## [TASK BRIEF]
Please give nothing except the number of lines in the records below that include the word "Stenhøjvænget".

··· PROVIDED ENTRIES ···

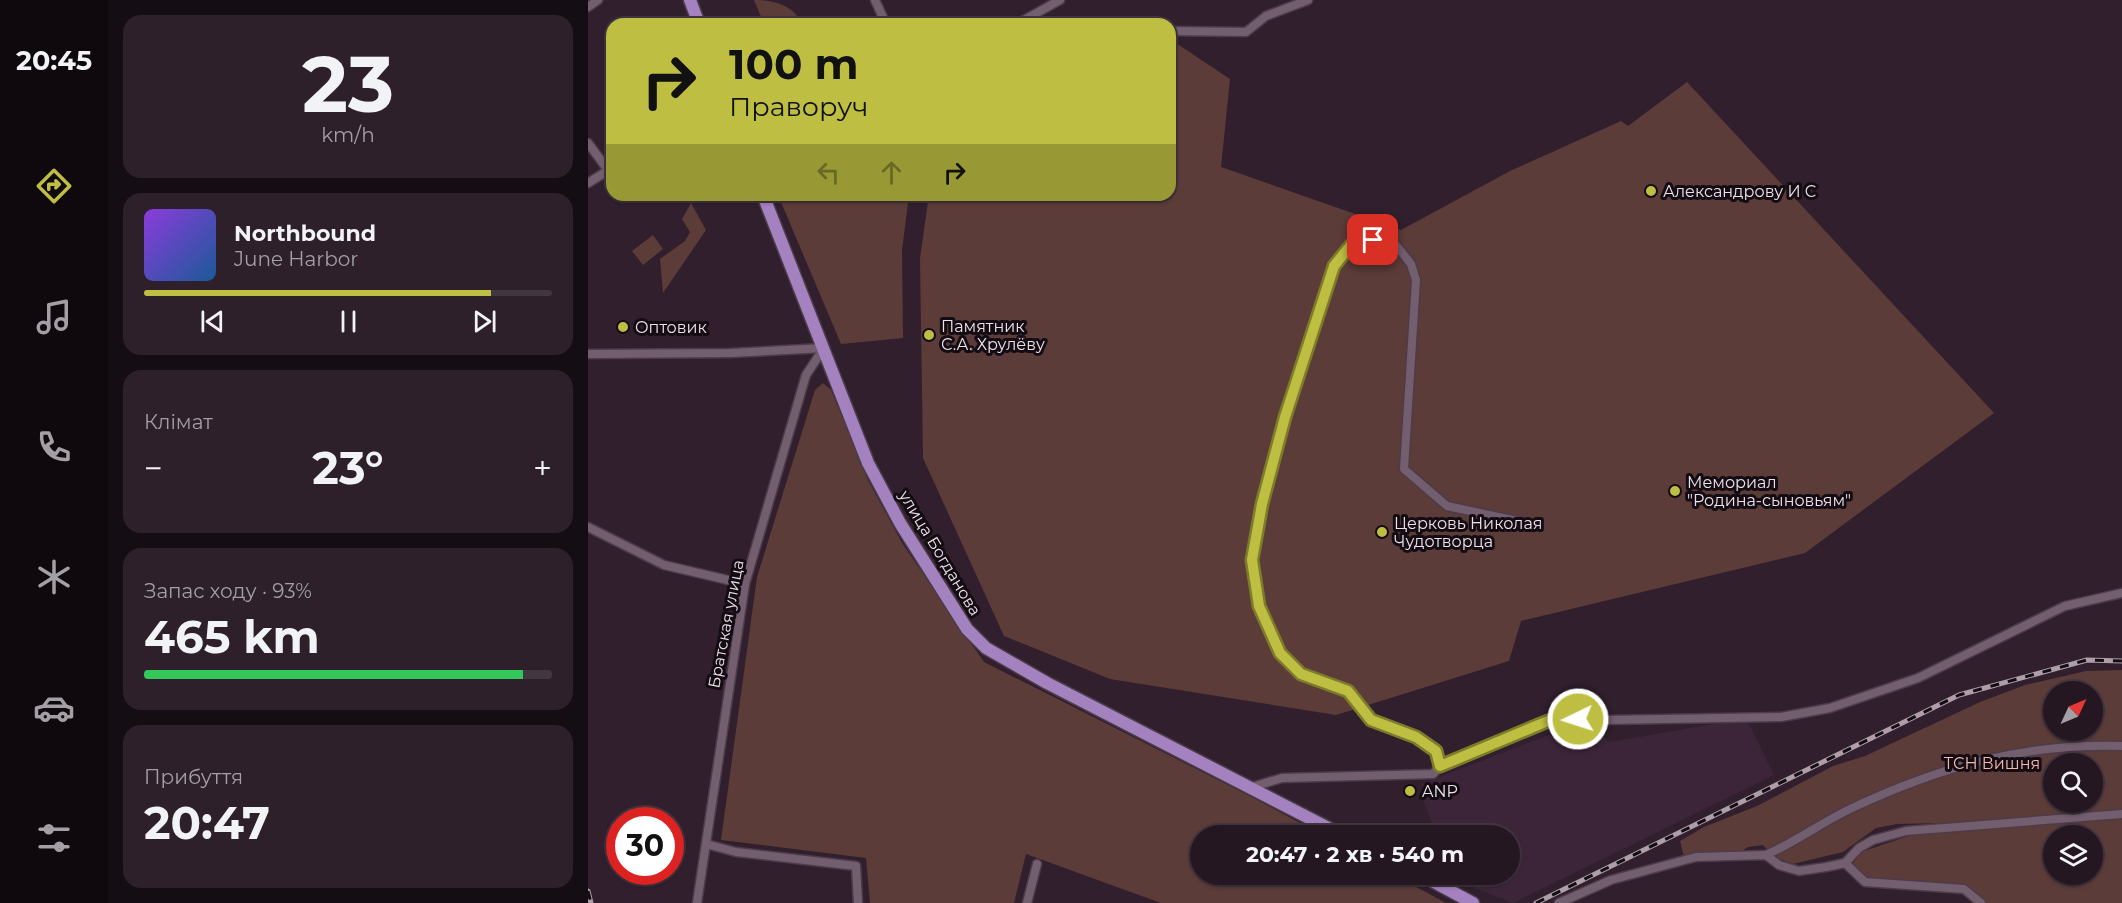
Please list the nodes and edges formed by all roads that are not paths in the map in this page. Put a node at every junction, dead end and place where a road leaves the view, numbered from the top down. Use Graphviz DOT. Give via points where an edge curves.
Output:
graph roads {
  1 [pos="598,0"];
  2 [pos="690,0"];
  3 [pos="874,0"];
  4 [pos="1060,0"];
  5 [pos="1308,0"];
  6 [pos="588,7"];
  7 [pos="697,18"];
  8 [pos="883,18"];
  9 [pos="1028,18"];
  10 [pos="1176,32"];
  11 [pos="588,144"];
  12 [pos="606,164"];
  13 [pos="606,172"];
  14 [pos="588,183"];
  15 [pos="765,201"];
  16 [pos="824,348"];
  17 [pos="588,354"];
  18 [pos="1522,522"];
  19 [pos="588,527"];
  20 [pos="746,584"];
  21 [pos="2122,592"];
  22 [pos="2122,746"];
  23 [pos="1440,766"];
  24 [pos="1252,788"];
  25 [pos="2122,814"];
  26 [pos="1323,825"];
  27 [pos="706,844"];
  28 [pos="1766,855"];
  29 [pos="1845,863"];
  30 [pos="1037,864"];
  31 [pos="1439,885"];
  32 [pos="858,902"];
  33 [pos="697,903"];
  34 [pos="1027,903"];
  35 [pos="1473,903"];
  36 [pos="1559,903"];
  37 [pos="1981,903"];
  1 -- 6 [label="street"];
  2 -- 7 [label="main road"];
  3 -- 8 [label="street"];
  4 -- 9 [label="street"];
  5 -- 10 [label="street" via="1266,16 1246,32"];
  11 -- 12 [label="street"];
  13 -- 14 [label="street"];
  15 -- 16 [label="main road, улица Богданова"];
  16 -- 17 [label="street"];
  16 -- 20 [label="street, Братская улица" via="806,375"];
  16 -- 24 [label="main road, улица Богданова" via="868,463 900,523 967,629 986,648 1047,683"];
  18 -- 23 [label="street" via="1447,506 1404,469 1416,279 1411,264 1396,245 1373,240 1351,245 1334,266 1285,417 1262,504 1252,560 1259,606 1280,653 1301,674 1348,691 1371,720 1416,737 1436,751"];
  19 -- 20 [label="street" via="664,564"];
  20 -- 27 [label="street, Братская улица"];
  21 -- 23 [label="street" via="2065,606 1918,678 1830,708 1781,717 1548,721"];
  22 -- 28 [label="street" via="2084,745 2002,754 1956,767 1905,784"];
  23 -- 24 [label="street" via="1433,774 1282,778"];
  24 -- 26 [label="main road, улица Богданова"];
  25 -- 29 [label="street" via="1906,831 1858,848"];
  27 -- 32 [label="street" via="736,852 855,866"];
  27 -- 33 [label="street, Братская улица"];
  28 -- 29 [label="street" via="1779,865 1799,871"];
  28 -- 36 [label="street" via="1696,857 1611,880"];
  29 -- 37 [label="street" via="1865,882 1964,890"];
  30 -- 34 [label="street"];
  31 -- 35 [label="main road"];
}
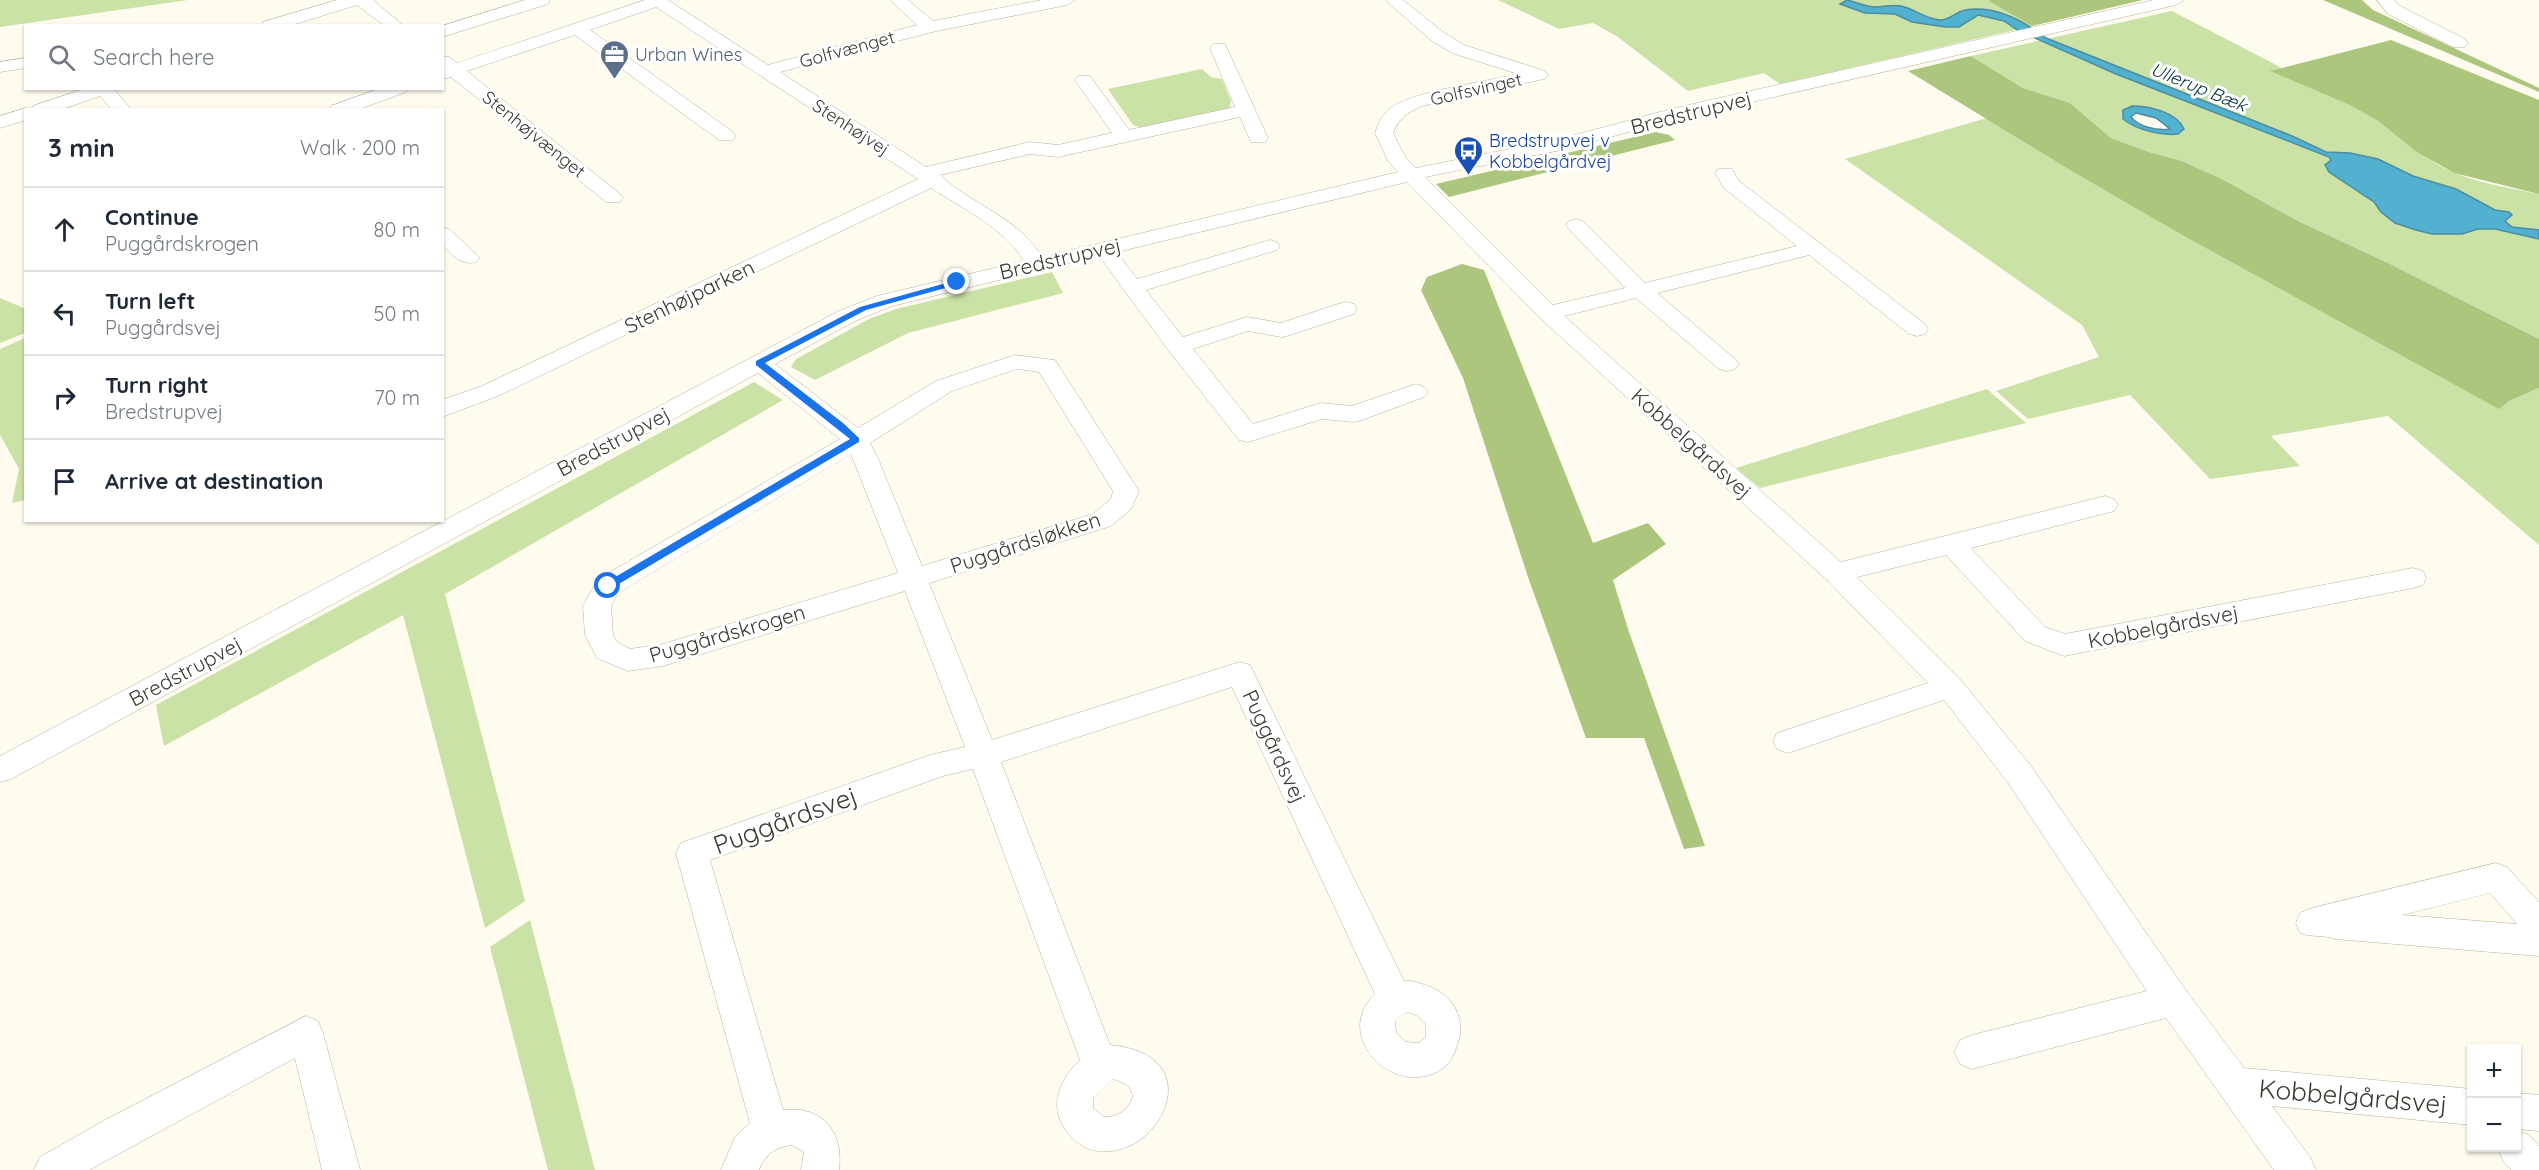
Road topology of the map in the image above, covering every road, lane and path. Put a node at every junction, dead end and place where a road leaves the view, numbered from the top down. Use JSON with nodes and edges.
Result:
{"nodes":[{"id":1,"x":355,"y":0,"type":"edge"},
{"id":2,"x":362,"y":0,"type":"edge"},
{"id":3,"x":543,"y":0,"type":"edge"},
{"id":4,"x":898,"y":0,"type":"edge"},
{"id":5,"x":1393,"y":0,"type":"edge"},
{"id":6,"x":2176,"y":0,"type":"edge"},
{"id":7,"x":2385,"y":0,"type":"edge"},
{"id":8,"x":658,"y":1,"type":"edge"},
{"id":9,"x":1060,"y":1,"type":"edge"},
{"id":10,"x":276,"y":24,"type":"edge"},
{"id":11,"x":393,"y":24,"type":"edge"},
{"id":12,"x":930,"y":27,"type":"junction"},
{"id":13,"x":577,"y":28,"type":"junction"},
{"id":14,"x":444,"y":31,"type":"edge"},
{"id":15,"x":2459,"y":43,"type":"dead end"},
{"id":16,"x":1219,"y":48,"type":"dead end"},
{"id":17,"x":24,"y":63,"type":"edge"},
{"id":18,"x":0,"y":67,"type":"edge"},
{"id":19,"x":447,"y":68,"type":"edge"},
{"id":20,"x":764,"y":71,"type":"junction"},
{"id":21,"x":1084,"y":80,"type":"dead end"},
{"id":22,"x":101,"y":90,"type":"edge"},
{"id":23,"x":105,"y":90,"type":"edge"},
{"id":24,"x":394,"y":90,"type":"edge"},
{"id":25,"x":46,"y":108,"type":"edge"},
{"id":26,"x":121,"y":108,"type":"edge"},
{"id":27,"x":344,"y":108,"type":"edge"},
{"id":28,"x":1246,"y":110,"type":"junction"},
{"id":29,"x":24,"y":115,"type":"edge"},
{"id":30,"x":0,"y":122,"type":"edge"},
{"id":31,"x":726,"y":136,"type":"dead end"},
{"id":32,"x":1124,"y":136,"type":"junction"},
{"id":33,"x":1258,"y":138,"type":"dead end"},
{"id":34,"x":1725,"y":172,"type":"dead end"},
{"id":35,"x":1411,"y":175,"type":"junction"},
{"id":36,"x":928,"y":176,"type":"junction"},
{"id":37,"x":613,"y":198,"type":"dead end"},
{"id":38,"x":1576,"y":225,"type":"dead end"},
{"id":39,"x":444,"y":235,"type":"edge"},
{"id":40,"x":1270,"y":246,"type":"dead end"},
{"id":41,"x":1104,"y":248,"type":"junction"},
{"id":42,"x":1814,"y":248,"type":"junction"},
{"id":43,"x":469,"y":258,"type":"dead end"},
{"id":44,"x":1035,"y":264,"type":"junction"},
{"id":45,"x":1132,"y":287,"type":"junction"},
{"id":46,"x":1641,"y":291,"type":"junction"},
{"id":47,"x":1346,"y":309,"type":"dead end"},
{"id":48,"x":1548,"y":314,"type":"junction"},
{"id":49,"x":1917,"y":329,"type":"dead end"},
{"id":50,"x":1177,"y":346,"type":"junction"},
{"id":51,"x":759,"y":363,"type":"junction"},
{"id":52,"x":1727,"y":364,"type":"dead end"},
{"id":53,"x":1416,"y":392,"type":"dead end"},
{"id":54,"x":444,"y":408,"type":"edge"},
{"id":55,"x":856,"y":440,"type":"junction"},
{"id":56,"x":2105,"y":505,"type":"dead end"},
{"id":57,"x":1952,"y":544,"type":"junction"},
{"id":58,"x":1836,"y":573,"type":"junction"},
{"id":59,"x":913,"y":578,"type":"junction"},
{"id":60,"x":2413,"y":578,"type":"dead end"},
{"id":61,"x":1950,"y":687,"type":"junction"},
{"id":62,"x":1788,"y":741,"type":"dead end"},
{"id":63,"x":982,"y":755,"type":"junction"},
{"id":64,"x":0,"y":770,"type":"edge"},
{"id":65,"x":2539,"y":925,"type":"edge"},
{"id":66,"x":2539,"y":941,"type":"edge"},
{"id":67,"x":1395,"y":999,"type":"dead end"},
{"id":68,"x":2173,"y":1000,"type":"junction"},
{"id":69,"x":1972,"y":1052,"type":"dead end"},
{"id":70,"x":1101,"y":1066,"type":"dead end"},
{"id":71,"x":2235,"y":1085,"type":"junction"},
{"id":72,"x":2467,"y":1107,"type":"edge"},
{"id":73,"x":2521,"y":1111,"type":"edge"},
{"id":74,"x":2539,"y":1113,"type":"edge"},
{"id":75,"x":771,"y":1131,"type":"junction"},
{"id":76,"x":2519,"y":1152,"type":"edge"},
{"id":77,"x":53,"y":1170,"type":"edge"},
{"id":78,"x":341,"y":1170,"type":"edge"},
{"id":79,"x":740,"y":1170,"type":"edge"},
{"id":80,"x":820,"y":1170,"type":"edge"},
{"id":81,"x":2297,"y":1170,"type":"edge"},
{"id":82,"x":2535,"y":1170,"type":"edge"}],
"edges":[{"from":1,"to":10,"type":"street"},
{"from":2,"to":11,"type":"street"},
{"from":3,"to":14,"type":"street"},
{"from":4,"to":12,"type":"street","name":"Golfvænget"},
{"from":5,"to":35,"type":"street","name":"Golfsvinget"},
{"from":6,"to":35,"type":"street","name":"Bredstrupvej"},
{"from":7,"to":15,"type":"street"},
{"from":8,"to":13,"type":"street","name":"Stenhøjvænget"},
{"from":8,"to":20,"type":"street","name":"Stenhøjvej"},
{"from":9,"to":12,"type":"street","name":"Golfvænget"},
{"from":12,"to":20,"type":"street","name":"Golfvænget"},
{"from":13,"to":19,"type":"street","name":"Stenhøjvænget"},
{"from":13,"to":31,"type":"street"},
{"from":16,"to":28,"type":"street"},
{"from":17,"to":18,"type":"street"},
{"from":19,"to":37,"type":"street","name":"Stenhøjvænget"},
{"from":20,"to":36,"type":"street","name":"Stenhøjvej"},
{"from":21,"to":32,"type":"street"},
{"from":22,"to":25,"type":"street"},
{"from":23,"to":26,"type":"street"},
{"from":24,"to":27,"type":"street"},
{"from":28,"to":32,"type":"street","name":"Stenhøjparken"},
{"from":28,"to":33,"type":"street"},
{"from":29,"to":30,"type":"street"},
{"from":32,"to":36,"type":"street","name":"Stenhøjparken"},
{"from":34,"to":42,"type":"street"},
{"from":35,"to":41,"type":"street","name":"Bredstrupvej"},
{"from":35,"to":48,"type":"street","name":"Kobbelgårdsvej"},
{"from":36,"to":44,"type":"street","name":"Stenhøjvej"},
{"from":36,"to":54,"type":"street","name":"Stenhøjparken"},
{"from":38,"to":46,"type":"street"},
{"from":39,"to":43,"type":"street"},
{"from":40,"to":45,"type":"street"},
{"from":41,"to":44,"type":"street","name":"Bredstrupvej"},
{"from":41,"to":45,"type":"street"},
{"from":42,"to":46,"type":"street"},
{"from":42,"to":49,"type":"street"},
{"from":44,"to":51,"type":"street","name":"Bredstrupvej"},
{"from":45,"to":50,"type":"street"},
{"from":46,"to":48,"type":"street"},
{"from":46,"to":52,"type":"street"},
{"from":47,"to":50,"type":"street"},
{"from":48,"to":58,"type":"street","name":"Kobbelgårdsvej"},
{"from":50,"to":53,"type":"street"},
{"from":51,"to":55,"type":"street"},
{"from":51,"to":64,"type":"street","name":"Bredstrupvej"},
{"from":55,"to":59,"type":"street"},
{"from":55,"to":59,"type":"street","name":"Puggårdsløkken"},
{"from":55,"to":59,"type":"street","name":"Puggårdskrogen"},
{"from":56,"to":57,"type":"street"},
{"from":57,"to":58,"type":"street"},
{"from":57,"to":60,"type":"street","name":"Kobbelgårdsvej"},
{"from":58,"to":61,"type":"street","name":"Kobbelgårdsvej"},
{"from":59,"to":63,"type":"street"},
{"from":61,"to":62,"type":"street"},
{"from":61,"to":68,"type":"street","name":"Kobbelgårdsvej"},
{"from":63,"to":67,"type":"street","name":"Puggårdsvej"},
{"from":63,"to":70,"type":"street"},
{"from":63,"to":75,"type":"street","name":"Puggårdsvej"},
{"from":65,"to":66,"type":"street"},
{"from":68,"to":69,"type":"street"},
{"from":68,"to":71,"type":"street","name":"Kobbelgårdsvej"},
{"from":71,"to":72,"type":"street","name":"Kobbelgårdsvej"},
{"from":71,"to":81,"type":"street","name":"Kobbelgårdsvej"},
{"from":73,"to":74,"type":"street"},
{"from":75,"to":79,"type":"street"},
{"from":75,"to":80,"type":"street"},
{"from":76,"to":82,"type":"street"},
{"from":77,"to":78,"type":"street"}]}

···

## [YOUR SOLUTION]
3